Go through the data and tally the lines that hold the string "Коммунистический". Reply with the total alone.

(Stored data)
::::::
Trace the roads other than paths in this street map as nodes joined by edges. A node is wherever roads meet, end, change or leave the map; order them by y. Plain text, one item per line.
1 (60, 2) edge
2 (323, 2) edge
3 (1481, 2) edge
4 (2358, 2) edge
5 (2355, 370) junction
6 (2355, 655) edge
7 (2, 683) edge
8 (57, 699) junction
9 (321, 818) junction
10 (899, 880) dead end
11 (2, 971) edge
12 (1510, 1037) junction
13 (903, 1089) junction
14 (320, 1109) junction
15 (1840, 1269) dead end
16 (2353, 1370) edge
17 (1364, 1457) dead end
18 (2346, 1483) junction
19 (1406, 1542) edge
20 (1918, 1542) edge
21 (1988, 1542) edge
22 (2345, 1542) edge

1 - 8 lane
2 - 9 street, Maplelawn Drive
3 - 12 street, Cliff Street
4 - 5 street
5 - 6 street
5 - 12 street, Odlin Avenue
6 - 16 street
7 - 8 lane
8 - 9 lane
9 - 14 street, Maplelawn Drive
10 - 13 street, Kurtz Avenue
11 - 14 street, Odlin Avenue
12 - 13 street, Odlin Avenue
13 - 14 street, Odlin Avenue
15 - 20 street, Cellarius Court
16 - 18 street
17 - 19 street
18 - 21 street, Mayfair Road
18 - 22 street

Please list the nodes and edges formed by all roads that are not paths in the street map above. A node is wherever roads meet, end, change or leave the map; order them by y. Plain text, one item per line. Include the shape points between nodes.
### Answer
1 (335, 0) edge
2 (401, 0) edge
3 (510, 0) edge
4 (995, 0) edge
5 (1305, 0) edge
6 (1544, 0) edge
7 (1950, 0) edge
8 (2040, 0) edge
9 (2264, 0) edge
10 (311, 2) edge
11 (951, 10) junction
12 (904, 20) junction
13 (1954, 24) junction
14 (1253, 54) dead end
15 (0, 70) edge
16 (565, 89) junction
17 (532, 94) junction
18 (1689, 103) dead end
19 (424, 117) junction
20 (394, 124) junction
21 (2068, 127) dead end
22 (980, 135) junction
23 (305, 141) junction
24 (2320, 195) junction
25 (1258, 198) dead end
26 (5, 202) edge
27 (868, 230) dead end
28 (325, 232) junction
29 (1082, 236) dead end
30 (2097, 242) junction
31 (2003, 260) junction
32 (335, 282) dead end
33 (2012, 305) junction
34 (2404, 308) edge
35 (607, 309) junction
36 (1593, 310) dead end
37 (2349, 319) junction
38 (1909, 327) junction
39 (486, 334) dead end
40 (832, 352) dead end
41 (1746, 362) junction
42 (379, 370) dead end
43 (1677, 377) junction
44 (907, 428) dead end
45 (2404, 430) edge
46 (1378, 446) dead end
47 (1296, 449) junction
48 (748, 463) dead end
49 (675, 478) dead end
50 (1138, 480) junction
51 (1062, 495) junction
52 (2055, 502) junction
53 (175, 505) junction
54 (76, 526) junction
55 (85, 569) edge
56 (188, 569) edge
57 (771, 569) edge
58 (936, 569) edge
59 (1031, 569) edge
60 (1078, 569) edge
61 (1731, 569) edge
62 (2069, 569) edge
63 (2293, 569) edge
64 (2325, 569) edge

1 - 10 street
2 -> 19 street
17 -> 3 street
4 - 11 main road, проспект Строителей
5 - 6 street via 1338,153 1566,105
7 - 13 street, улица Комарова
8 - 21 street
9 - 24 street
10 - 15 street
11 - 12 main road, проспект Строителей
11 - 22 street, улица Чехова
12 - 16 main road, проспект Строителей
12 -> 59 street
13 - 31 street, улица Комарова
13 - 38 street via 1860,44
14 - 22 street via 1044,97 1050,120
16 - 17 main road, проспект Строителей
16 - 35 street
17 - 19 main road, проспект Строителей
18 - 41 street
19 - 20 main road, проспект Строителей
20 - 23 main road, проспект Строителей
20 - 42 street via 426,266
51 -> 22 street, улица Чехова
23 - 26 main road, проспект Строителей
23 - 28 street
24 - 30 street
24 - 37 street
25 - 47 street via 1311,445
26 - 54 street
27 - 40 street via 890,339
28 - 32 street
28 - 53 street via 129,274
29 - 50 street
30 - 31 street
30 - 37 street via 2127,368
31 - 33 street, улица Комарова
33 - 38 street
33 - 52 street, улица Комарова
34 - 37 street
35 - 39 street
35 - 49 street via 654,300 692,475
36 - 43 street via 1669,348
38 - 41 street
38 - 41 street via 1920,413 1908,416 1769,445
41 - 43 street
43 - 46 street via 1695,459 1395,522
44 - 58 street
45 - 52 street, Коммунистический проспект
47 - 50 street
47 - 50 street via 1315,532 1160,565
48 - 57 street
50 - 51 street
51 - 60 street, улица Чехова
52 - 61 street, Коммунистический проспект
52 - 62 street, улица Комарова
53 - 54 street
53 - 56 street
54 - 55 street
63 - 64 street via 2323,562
::::::
- **FINISHED EXERCISE**: 2